< Psalmen 57 >
1 Voor muziekbegeleiding: "verderf niet." Een puntdicht van David, toen hij voor Saül in de spelonk vluchtte. Ontferm U mijner, o God; ontferm U mijner, Want ik neem mijn toevlucht tot U. In de schaduw uwer vleugelen zoek ik een schuilplaats, Totdat het onheil voorbij is. Verhef U boven de hemelen, o God; Uw glorie vervulle de aarde!
Unto the end, destroy not, for David, for an inscription of a title, when he fled from Saul into the cave. Have mercy on me, O God, have mercy on me: for my soul trusteth in thee. And in the shadow of thy wings will I hope, until iniquity pass away.
2 Ik roep tot God, den Allerhoogste, Tot God, zo goedertieren voor mij;
I will cry to God the most High; to God who hath done good to me.
3 Hij zendt mij hulp uit de hemel, en beschaamt mijn belager, God zendt mij zijn liefde en trouw. Verhef U boven de hemelen, o God; Uw glorie vervulle de aarde!
He hath sent from heaven and delivered me: he hath made them a reproach that trod upon me. God hath sent his mercy and his truth,
4 Zo leg ik mij neer te midden van leeuwen, Van mensen met vlammende ogen, Wier tanden spitsen en pijlen zijn, Scherp is hun tong als een zwaard.

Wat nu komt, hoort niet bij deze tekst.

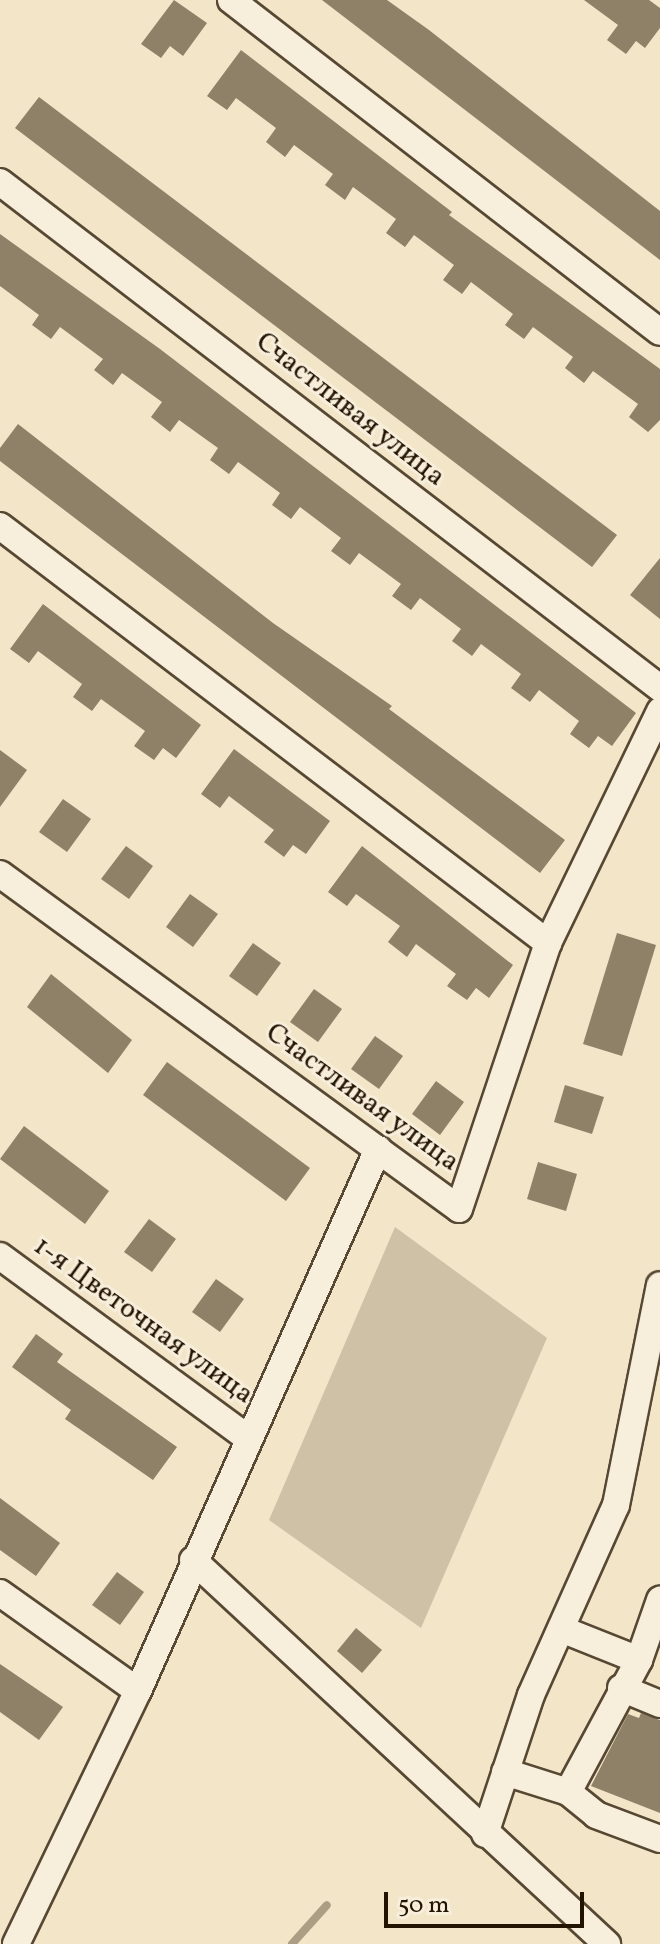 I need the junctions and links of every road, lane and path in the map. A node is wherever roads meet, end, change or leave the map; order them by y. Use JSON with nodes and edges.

And he hath delivered my soul from the midst of the young lions. I slept troubled. The sons of men, whose teeth are weapons and arrows, and their tongue a sharp sword.

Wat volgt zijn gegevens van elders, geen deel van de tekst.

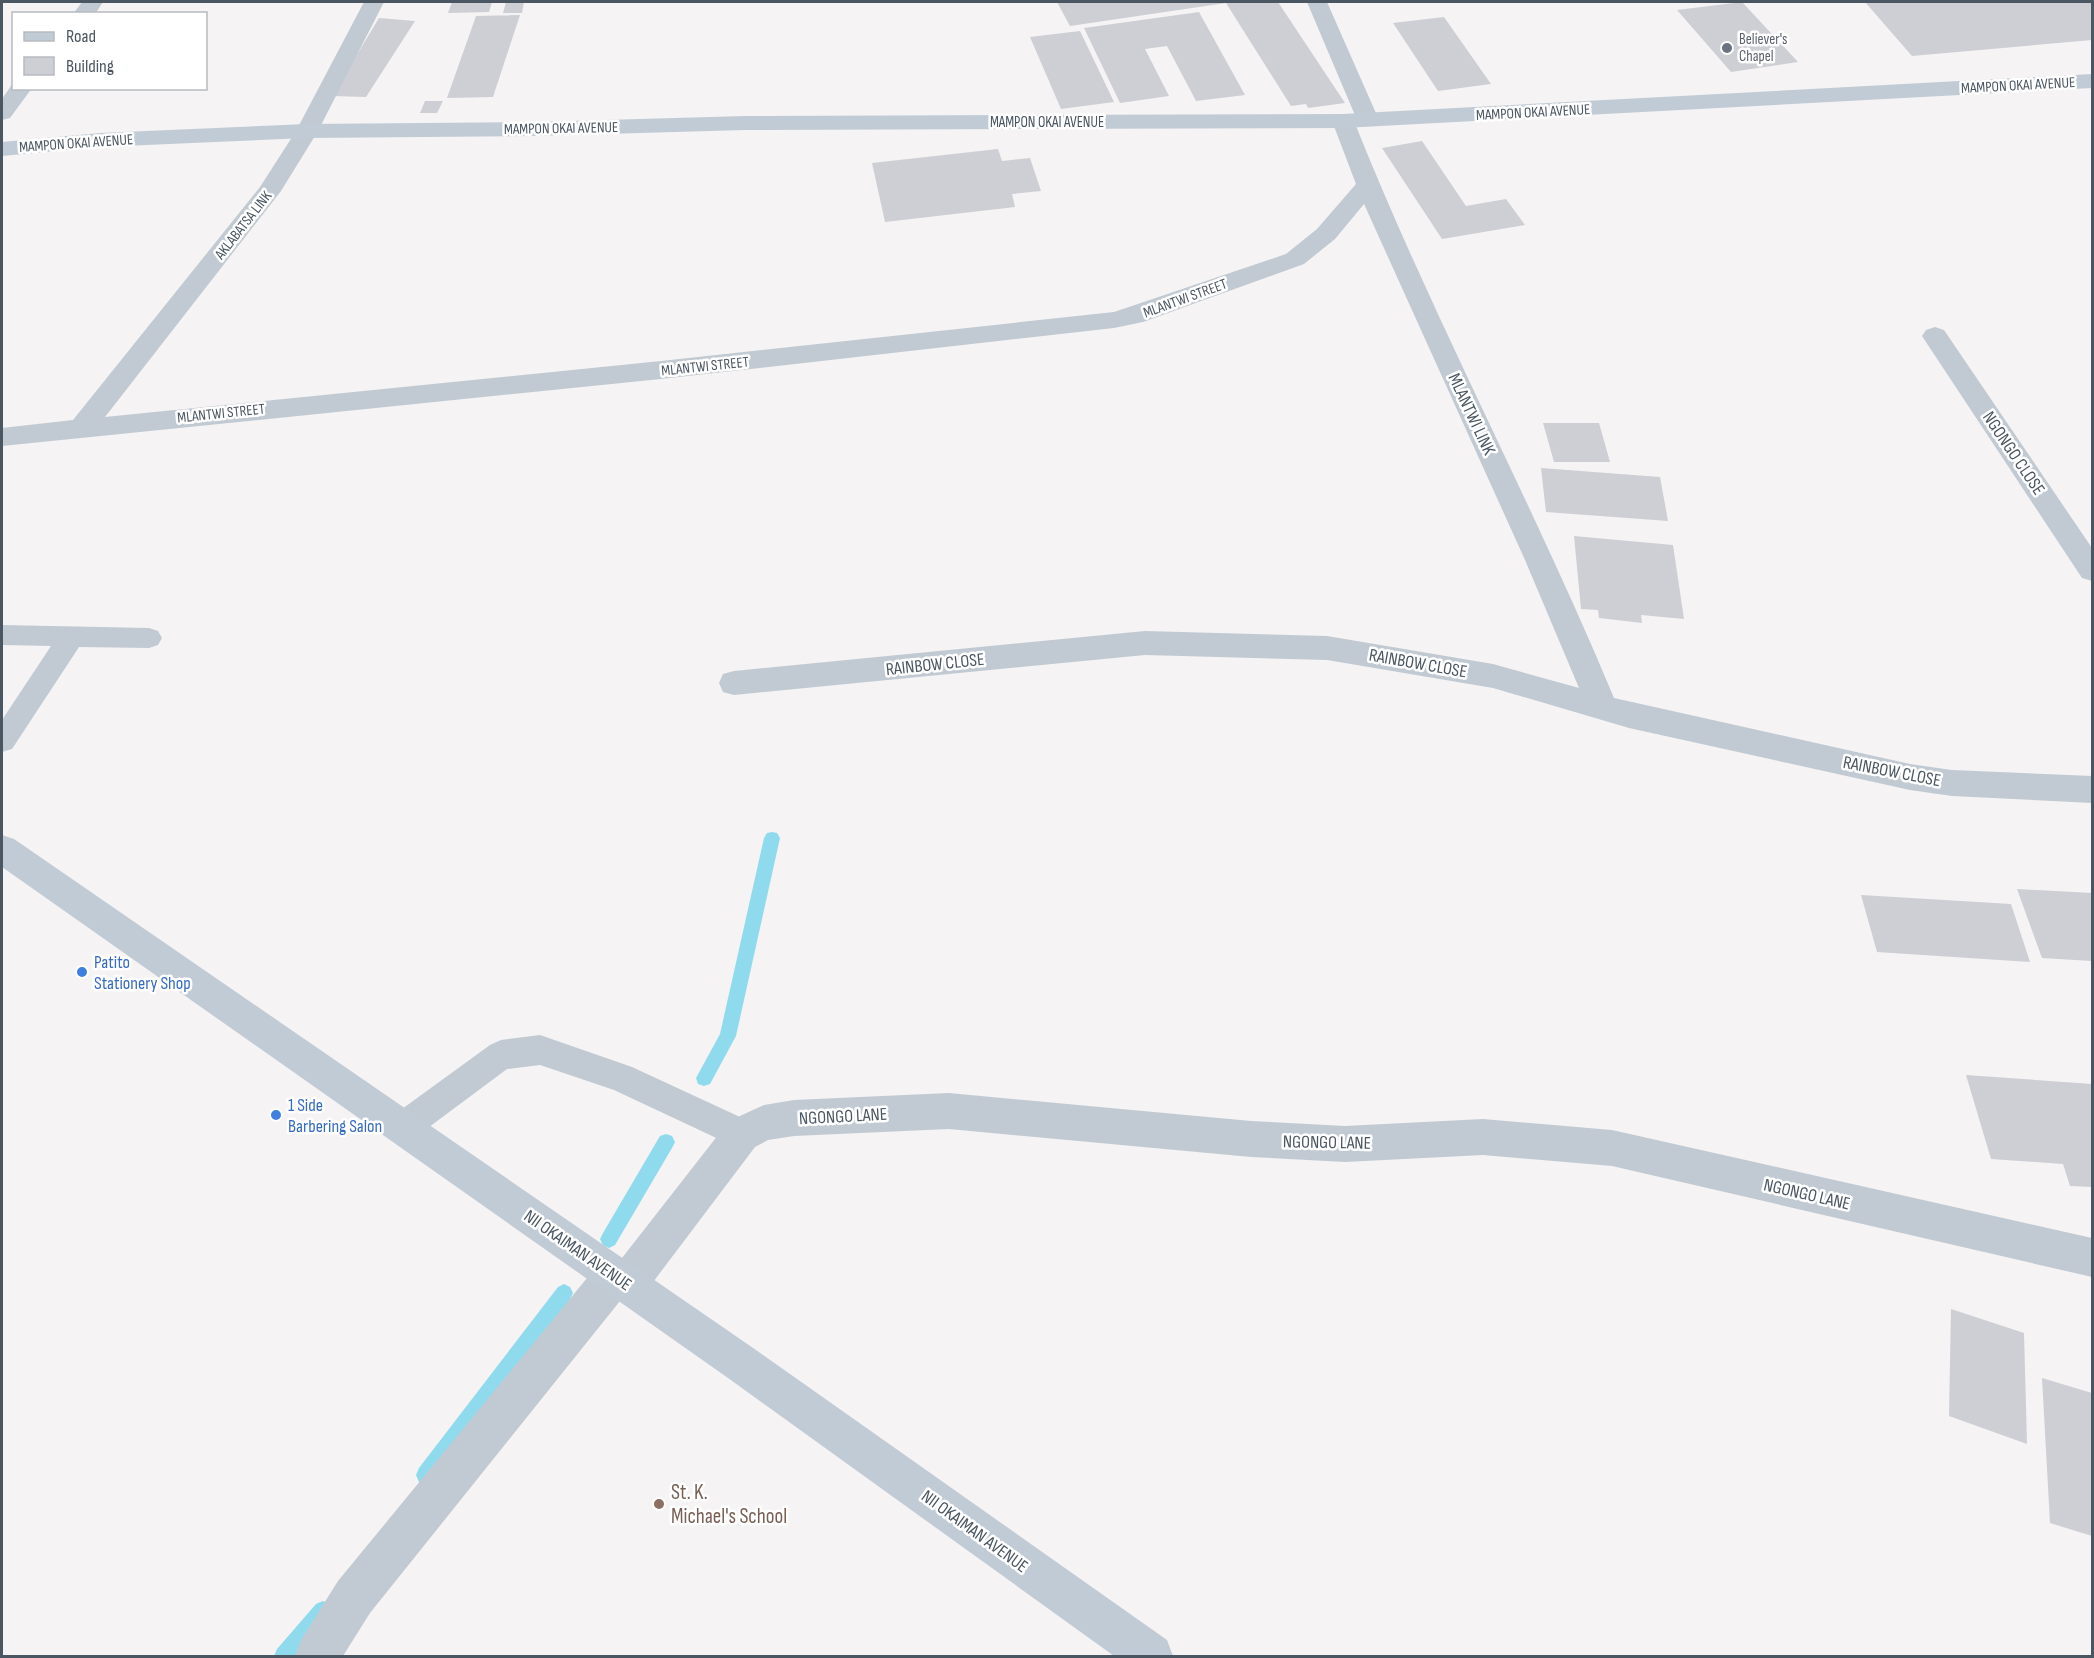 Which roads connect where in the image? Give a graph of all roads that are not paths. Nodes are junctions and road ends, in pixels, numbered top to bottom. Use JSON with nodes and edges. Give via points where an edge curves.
{"nodes":[{"id":1,"x":374,"y":2,"type":"edge"},
{"id":2,"x":1317,"y":2,"type":"edge"},
{"id":3,"x":2092,"y":81,"type":"edge"},
{"id":4,"x":19,"y":90,"type":"edge"},
{"id":5,"x":2,"y":113,"type":"edge"},
{"id":6,"x":1368,"y":120,"type":"junction"},
{"id":7,"x":1343,"y":121,"type":"junction"},
{"id":8,"x":307,"y":131,"type":"junction"},
{"id":9,"x":2,"y":148,"type":"edge"},
{"id":10,"x":1367,"y":185,"type":"junction"},
{"id":11,"x":1935,"y":336,"type":"dead end"},
{"id":12,"x":82,"y":428,"type":"junction"},
{"id":13,"x":2,"y":437,"type":"edge"},
{"id":14,"x":2092,"y":570,"type":"edge"},
{"id":15,"x":2,"y":635,"type":"edge"},
{"id":16,"x":73,"y":635,"type":"junction"},
{"id":17,"x":148,"y":638,"type":"dead end"},
{"id":18,"x":734,"y":683,"type":"dead end"},
{"id":19,"x":1602,"y":707,"type":"junction"},
{"id":20,"x":2,"y":741,"type":"edge"},
{"id":21,"x":2092,"y":790,"type":"edge"},
{"id":22,"x":2,"y":849,"type":"edge"},
{"id":23,"x":402,"y":1128,"type":"junction"},
{"id":24,"x":742,"y":1134,"type":"junction"},
{"id":25,"x":2092,"y":1258,"type":"edge"},
{"id":26,"x":621,"y":1280,"type":"junction"},
{"id":27,"x":317,"y":1656,"type":"edge"},
{"id":28,"x":1151,"y":1656,"type":"edge"}],
"edges":[{"from":1,"to":8,"type":"street","name":"AKLABATSA LINK"},
{"from":2,"to":6,"type":"street"},
{"from":3,"to":6,"type":"street","name":"MAMPON OKAI AVENUE"},
{"from":4,"to":5,"type":"street"},
{"from":6,"to":7,"type":"street","name":"MAMPON OKAI AVENUE"},
{"from":7,"to":8,"type":"street","name":"MAMPON OKAI AVENUE","via":[[745,123]]},
{"from":7,"to":10,"type":"street","name":"MLANTWI LINK"},
{"from":8,"to":9,"type":"street","name":"MAMPON OKAI AVENUE"},
{"from":8,"to":12,"type":"street","name":"AKLABATSA LINK","via":[[269,192]]},
{"from":10,"to":12,"type":"street","name":"MLANTWI STREET","via":[[1326,234],[1295,259],[1114,320]]},
{"from":10,"to":19,"type":"street","name":"MLANTWI LINK","via":[[1393,248],[1542,559]]},
{"from":11,"to":14,"type":"street","name":"NGONGO CLOSE"},
{"from":12,"to":13,"type":"street","name":"MLANTWI STREET"},
{"from":15,"to":16,"type":"lane"},
{"from":16,"to":17,"type":"lane"},
{"from":16,"to":20,"type":"lane"},
{"from":18,"to":19,"type":"street","name":"RAINBOW CLOSE","via":[[1144,643],[1328,648],[1493,676]]},
{"from":19,"to":21,"type":"street","name":"RAINBOW CLOSE","via":[[1910,777]]},
{"from":22,"to":23,"type":"street","name":"NII OKAIMAN AVENUE"},
{"from":23,"to":24,"type":"lane","via":[[501,1055],[540,1050],[621,1078]]},
{"from":23,"to":26,"type":"street","name":"NII OKAIMAN AVENUE"},
{"from":24,"to":25,"type":"street","name":"NGONGO LANE","via":[[764,1123],[794,1118],[949,1111],[1333,1144],[1483,1137],[1612,1148]]},
{"from":24,"to":26,"type":"street","name":"NGONGO LANE"},
{"from":26,"to":27,"type":"street","name":"NGONGO LANE","via":[[354,1597]]},
{"from":26,"to":28,"type":"street","name":"NII OKAIMAN AVENUE"}]}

5 Verhef U boven de hemelen, o God; Uw glorie vervulle de aarde!
Be thou exalted, O God, above the heavens, and thy glory above all the earth.
6 Ze spanden een net voor mijn voeten, Maar hun eigen voet werd er in verstrikt; Ze groeven mij kuilen, Zelf vielen zij er in. Verhef U boven de hemelen, o God; Uw glorie vervulle de aarde!
They prepared a snare for my feet; and they bowed down my soul. They dug a pit before my face, and they are fallen into it.
7 Mijn hart is gerust, o mijn God; mijn hart is gerust; Ik wil zingen en spelen.
My heart is ready, O God, my heart is ready: I will Sing, and rehearse a psalm.
8 Word wakker mijn lofzang: harp en citer, ontwaak; Ik wil het morgenrood wekken! Verhef U boven de hemelen, o God; Uw glorie vervulle de aarde!
Arise, O my glory, arise psaltery and harp: I will arise early.
9 Ik wil U loven onder de volken, o Heer, U verheerlijken onder de naties;
I will give praise to thee, O Lord, among the people: I will sing a psalm to thee among the nations.
10 Want uw goedheid reikt tot de hemel, En tot de wolken uw trouw!
For thy mercy is magnified even to the heavens: and thy truth unto the clouds.
11 Verhef U boven de hemelen, o God; Uw glorie vervulle de aarde!
Be thou exalted, O God, above the heavens: and thy glory above all the earth.